- Exercise instructions -
Please return the lines of the data that contain "other".

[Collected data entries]
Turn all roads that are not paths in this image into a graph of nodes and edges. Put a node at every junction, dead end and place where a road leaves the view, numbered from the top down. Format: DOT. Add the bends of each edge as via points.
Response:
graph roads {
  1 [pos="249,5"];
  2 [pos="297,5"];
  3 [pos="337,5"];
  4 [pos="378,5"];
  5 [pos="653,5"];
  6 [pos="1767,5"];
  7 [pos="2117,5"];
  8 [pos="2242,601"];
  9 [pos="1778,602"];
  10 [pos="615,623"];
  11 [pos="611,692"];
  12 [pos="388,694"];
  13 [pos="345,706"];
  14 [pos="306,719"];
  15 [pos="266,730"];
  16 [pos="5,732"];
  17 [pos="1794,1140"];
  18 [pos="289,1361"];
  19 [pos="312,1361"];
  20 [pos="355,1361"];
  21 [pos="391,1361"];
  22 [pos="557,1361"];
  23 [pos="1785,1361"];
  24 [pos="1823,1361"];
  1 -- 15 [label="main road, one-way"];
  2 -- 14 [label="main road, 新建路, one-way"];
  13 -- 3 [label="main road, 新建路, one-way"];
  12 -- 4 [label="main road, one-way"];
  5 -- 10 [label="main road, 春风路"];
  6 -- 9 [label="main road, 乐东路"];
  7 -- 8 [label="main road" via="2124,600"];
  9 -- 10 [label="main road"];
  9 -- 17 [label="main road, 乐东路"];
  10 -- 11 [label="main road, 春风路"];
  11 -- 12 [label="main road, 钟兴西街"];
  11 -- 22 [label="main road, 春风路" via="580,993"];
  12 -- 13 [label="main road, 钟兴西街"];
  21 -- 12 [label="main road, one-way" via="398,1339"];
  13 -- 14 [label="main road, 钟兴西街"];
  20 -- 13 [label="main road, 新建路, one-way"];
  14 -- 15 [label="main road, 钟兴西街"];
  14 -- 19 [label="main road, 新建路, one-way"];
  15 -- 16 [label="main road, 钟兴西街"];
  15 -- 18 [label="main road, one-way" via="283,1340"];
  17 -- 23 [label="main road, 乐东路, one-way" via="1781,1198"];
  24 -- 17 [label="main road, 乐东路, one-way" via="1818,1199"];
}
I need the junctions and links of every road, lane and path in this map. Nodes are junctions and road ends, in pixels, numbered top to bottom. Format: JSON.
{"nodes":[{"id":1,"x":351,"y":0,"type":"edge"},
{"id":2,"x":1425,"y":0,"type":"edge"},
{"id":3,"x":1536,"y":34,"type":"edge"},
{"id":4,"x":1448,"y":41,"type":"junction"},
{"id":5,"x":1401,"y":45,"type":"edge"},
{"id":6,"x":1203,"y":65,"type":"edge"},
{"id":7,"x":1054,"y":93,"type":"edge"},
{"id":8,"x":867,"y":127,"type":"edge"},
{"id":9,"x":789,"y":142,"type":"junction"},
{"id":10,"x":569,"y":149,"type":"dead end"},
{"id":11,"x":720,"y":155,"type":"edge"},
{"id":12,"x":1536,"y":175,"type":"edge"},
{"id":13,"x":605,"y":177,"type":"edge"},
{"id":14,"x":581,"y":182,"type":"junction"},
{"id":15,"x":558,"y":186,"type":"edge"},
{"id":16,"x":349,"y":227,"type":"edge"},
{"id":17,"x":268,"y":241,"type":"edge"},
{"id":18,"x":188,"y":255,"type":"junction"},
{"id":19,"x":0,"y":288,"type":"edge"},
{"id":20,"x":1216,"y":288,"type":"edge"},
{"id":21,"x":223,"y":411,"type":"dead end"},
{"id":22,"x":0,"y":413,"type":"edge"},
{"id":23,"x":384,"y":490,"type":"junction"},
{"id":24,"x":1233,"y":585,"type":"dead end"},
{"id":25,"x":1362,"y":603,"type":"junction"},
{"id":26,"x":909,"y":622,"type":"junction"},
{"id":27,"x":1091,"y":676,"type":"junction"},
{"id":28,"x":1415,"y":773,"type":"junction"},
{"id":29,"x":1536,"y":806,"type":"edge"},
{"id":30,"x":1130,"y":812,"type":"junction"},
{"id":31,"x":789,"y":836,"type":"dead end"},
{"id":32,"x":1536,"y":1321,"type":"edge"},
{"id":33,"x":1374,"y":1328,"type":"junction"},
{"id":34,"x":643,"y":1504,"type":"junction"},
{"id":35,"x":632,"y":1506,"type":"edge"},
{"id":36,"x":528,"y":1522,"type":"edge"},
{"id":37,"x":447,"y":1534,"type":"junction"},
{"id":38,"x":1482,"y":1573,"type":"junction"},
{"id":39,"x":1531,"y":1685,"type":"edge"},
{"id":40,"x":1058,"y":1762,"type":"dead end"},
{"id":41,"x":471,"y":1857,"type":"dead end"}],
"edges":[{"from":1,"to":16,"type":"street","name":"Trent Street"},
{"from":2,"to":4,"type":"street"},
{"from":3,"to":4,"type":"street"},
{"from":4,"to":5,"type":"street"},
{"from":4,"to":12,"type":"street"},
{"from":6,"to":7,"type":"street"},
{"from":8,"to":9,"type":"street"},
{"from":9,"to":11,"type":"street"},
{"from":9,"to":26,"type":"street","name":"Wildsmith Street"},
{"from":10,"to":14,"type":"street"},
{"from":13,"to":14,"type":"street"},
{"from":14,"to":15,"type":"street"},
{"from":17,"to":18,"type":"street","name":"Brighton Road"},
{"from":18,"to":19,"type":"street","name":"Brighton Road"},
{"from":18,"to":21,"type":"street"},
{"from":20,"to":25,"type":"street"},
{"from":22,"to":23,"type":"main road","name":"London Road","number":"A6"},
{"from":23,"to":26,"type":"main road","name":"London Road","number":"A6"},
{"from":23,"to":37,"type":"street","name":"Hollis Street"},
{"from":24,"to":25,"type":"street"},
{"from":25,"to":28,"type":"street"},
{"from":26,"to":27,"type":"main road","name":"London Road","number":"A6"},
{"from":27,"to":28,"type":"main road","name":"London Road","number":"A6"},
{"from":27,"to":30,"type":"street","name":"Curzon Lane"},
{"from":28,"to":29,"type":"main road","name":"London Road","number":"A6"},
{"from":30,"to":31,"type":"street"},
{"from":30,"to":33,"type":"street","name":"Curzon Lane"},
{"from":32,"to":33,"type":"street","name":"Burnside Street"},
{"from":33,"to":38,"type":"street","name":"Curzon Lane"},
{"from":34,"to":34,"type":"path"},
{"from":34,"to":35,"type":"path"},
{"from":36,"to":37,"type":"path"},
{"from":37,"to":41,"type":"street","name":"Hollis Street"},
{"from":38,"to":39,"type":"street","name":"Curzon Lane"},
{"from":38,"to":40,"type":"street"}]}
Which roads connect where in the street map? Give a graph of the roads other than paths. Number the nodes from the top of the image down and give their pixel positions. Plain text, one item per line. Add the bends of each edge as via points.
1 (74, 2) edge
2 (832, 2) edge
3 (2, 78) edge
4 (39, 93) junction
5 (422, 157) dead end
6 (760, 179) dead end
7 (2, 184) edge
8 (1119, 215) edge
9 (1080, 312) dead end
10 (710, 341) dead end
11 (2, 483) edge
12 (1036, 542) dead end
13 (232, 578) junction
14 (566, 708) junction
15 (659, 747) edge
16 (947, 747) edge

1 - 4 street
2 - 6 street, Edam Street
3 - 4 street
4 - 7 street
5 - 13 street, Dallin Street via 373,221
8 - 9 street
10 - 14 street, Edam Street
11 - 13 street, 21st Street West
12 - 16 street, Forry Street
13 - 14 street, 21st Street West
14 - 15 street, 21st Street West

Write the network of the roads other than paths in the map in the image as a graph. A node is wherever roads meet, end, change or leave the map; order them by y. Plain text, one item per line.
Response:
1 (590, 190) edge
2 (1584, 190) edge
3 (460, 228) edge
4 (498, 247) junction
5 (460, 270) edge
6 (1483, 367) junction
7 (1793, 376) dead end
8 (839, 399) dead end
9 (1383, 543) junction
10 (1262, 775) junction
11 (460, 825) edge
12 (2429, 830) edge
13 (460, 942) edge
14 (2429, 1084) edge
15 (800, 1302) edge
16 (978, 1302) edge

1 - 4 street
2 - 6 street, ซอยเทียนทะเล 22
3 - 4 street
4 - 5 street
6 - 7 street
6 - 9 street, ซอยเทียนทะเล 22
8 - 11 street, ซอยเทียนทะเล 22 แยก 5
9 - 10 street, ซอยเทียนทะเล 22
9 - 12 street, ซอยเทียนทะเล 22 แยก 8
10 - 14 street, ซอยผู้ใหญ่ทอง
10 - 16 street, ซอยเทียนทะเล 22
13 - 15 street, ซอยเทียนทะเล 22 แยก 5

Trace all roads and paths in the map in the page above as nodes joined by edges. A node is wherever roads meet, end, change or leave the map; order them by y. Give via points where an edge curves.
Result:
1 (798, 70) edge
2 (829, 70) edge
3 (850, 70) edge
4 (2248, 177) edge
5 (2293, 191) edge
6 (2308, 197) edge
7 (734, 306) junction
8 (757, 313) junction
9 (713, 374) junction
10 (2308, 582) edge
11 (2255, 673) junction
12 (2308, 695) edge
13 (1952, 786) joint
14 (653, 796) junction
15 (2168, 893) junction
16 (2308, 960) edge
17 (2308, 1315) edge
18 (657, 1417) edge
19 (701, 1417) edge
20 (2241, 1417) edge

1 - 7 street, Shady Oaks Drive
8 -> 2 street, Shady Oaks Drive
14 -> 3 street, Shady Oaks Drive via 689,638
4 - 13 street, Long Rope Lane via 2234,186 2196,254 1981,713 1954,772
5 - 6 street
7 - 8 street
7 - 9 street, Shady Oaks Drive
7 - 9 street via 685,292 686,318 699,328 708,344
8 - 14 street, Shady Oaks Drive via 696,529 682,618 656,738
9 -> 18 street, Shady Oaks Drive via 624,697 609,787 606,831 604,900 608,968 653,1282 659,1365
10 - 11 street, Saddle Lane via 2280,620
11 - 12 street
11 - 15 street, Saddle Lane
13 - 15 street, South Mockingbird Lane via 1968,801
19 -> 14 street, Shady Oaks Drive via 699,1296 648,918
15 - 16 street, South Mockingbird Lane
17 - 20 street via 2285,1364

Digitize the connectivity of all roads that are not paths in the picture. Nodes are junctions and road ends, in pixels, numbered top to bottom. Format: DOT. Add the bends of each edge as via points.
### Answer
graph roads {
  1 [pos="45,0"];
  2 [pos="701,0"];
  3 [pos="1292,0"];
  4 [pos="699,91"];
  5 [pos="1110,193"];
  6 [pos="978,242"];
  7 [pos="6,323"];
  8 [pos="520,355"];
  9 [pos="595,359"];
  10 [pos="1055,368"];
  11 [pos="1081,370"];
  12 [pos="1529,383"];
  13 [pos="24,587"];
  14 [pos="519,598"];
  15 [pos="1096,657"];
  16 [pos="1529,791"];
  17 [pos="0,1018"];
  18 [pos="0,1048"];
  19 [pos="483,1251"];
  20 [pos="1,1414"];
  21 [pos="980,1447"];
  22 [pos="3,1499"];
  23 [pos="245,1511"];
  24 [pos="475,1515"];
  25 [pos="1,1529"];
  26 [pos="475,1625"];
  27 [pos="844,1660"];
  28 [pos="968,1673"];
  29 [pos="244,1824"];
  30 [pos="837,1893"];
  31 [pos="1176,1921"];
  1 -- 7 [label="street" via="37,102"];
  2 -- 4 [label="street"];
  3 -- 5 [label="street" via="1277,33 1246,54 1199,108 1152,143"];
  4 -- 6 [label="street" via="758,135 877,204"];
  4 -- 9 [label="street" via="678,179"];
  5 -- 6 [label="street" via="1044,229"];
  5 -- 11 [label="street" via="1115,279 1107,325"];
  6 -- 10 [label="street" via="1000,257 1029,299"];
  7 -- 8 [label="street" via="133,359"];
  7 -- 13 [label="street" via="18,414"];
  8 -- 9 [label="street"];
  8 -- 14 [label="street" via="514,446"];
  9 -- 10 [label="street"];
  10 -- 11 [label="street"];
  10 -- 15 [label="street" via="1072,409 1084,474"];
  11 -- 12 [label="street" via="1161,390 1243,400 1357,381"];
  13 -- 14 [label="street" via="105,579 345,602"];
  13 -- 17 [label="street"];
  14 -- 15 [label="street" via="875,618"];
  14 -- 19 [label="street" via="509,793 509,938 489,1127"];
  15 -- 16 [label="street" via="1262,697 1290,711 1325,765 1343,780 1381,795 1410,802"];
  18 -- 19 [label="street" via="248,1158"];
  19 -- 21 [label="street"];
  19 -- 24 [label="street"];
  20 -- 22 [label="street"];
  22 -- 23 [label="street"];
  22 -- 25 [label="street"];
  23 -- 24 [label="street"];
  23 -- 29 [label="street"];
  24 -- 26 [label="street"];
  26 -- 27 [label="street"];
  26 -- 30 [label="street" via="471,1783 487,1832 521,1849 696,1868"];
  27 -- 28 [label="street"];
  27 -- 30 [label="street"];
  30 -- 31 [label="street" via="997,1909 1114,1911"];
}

- Your solution -
Which roads connect where in the street map? Give a graph of the roads other than paths. Number the nodes from the top of the image down and give their pixel positions. Plain text, one item per line. Add the bends of each edge as via points.
Write the network of the roads other than paths in the map in the image as a graph. A node is wherever roads meet, end, change or leave the map; order them by y. Plain text, one item per line.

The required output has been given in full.